Stored items:
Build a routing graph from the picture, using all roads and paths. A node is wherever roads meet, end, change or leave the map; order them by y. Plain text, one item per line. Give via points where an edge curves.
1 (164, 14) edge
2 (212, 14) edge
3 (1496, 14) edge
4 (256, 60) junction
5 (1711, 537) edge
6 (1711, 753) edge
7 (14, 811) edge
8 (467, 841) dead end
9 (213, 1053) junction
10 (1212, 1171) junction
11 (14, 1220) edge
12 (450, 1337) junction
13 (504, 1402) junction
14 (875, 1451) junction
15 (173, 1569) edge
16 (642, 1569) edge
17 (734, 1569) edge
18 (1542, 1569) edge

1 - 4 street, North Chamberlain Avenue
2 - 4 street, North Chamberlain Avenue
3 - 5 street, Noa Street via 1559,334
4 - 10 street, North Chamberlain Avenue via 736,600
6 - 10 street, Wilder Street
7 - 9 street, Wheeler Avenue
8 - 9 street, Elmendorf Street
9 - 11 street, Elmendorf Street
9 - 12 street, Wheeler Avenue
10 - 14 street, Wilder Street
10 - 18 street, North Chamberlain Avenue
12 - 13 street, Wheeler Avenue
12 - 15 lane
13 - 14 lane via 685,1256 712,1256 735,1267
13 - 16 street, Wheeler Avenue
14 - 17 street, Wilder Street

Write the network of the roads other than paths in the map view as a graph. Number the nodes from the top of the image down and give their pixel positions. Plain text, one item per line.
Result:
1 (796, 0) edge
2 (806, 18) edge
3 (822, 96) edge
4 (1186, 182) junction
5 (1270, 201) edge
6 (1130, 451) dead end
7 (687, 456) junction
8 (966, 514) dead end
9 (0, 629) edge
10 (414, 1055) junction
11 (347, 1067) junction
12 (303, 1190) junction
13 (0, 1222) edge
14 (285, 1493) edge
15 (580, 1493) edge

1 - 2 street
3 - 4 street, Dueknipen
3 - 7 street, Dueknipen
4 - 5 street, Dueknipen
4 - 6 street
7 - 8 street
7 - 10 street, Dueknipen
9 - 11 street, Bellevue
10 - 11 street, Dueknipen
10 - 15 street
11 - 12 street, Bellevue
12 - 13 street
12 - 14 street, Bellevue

— Exercise requirements —
Every record shown above should appear again in your answer, unchanged.

— Solution to the exercise —
Build a routing graph from the picture, using all roads and paths. A node is wherever roads meet, end, change or leave the map; order them by y. Plain text, one item per line. Give via points where an edge curves.
1 (164, 14) edge
2 (212, 14) edge
3 (1496, 14) edge
4 (256, 60) junction
5 (1711, 537) edge
6 (1711, 753) edge
7 (14, 811) edge
8 (467, 841) dead end
9 (213, 1053) junction
10 (1212, 1171) junction
11 (14, 1220) edge
12 (450, 1337) junction
13 (504, 1402) junction
14 (875, 1451) junction
15 (173, 1569) edge
16 (642, 1569) edge
17 (734, 1569) edge
18 (1542, 1569) edge

1 - 4 street, North Chamberlain Avenue
2 - 4 street, North Chamberlain Avenue
3 - 5 street, Noa Street via 1559,334
4 - 10 street, North Chamberlain Avenue via 736,600
6 - 10 street, Wilder Street
7 - 9 street, Wheeler Avenue
8 - 9 street, Elmendorf Street
9 - 11 street, Elmendorf Street
9 - 12 street, Wheeler Avenue
10 - 14 street, Wilder Street
10 - 18 street, North Chamberlain Avenue
12 - 13 street, Wheeler Avenue
12 - 15 lane
13 - 14 lane via 685,1256 712,1256 735,1267
13 - 16 street, Wheeler Avenue
14 - 17 street, Wilder Street

Write the network of the roads other than paths in the map view as a graph. Number the nodes from the top of the image down and give their pixel positions. Plain text, one item per line.
Result:
1 (796, 0) edge
2 (806, 18) edge
3 (822, 96) edge
4 (1186, 182) junction
5 (1270, 201) edge
6 (1130, 451) dead end
7 (687, 456) junction
8 (966, 514) dead end
9 (0, 629) edge
10 (414, 1055) junction
11 (347, 1067) junction
12 (303, 1190) junction
13 (0, 1222) edge
14 (285, 1493) edge
15 (580, 1493) edge

1 - 2 street
3 - 4 street, Dueknipen
3 - 7 street, Dueknipen
4 - 5 street, Dueknipen
4 - 6 street
7 - 8 street
7 - 10 street, Dueknipen
9 - 11 street, Bellevue
10 - 11 street, Dueknipen
10 - 15 street
11 - 12 street, Bellevue
12 - 13 street
12 - 14 street, Bellevue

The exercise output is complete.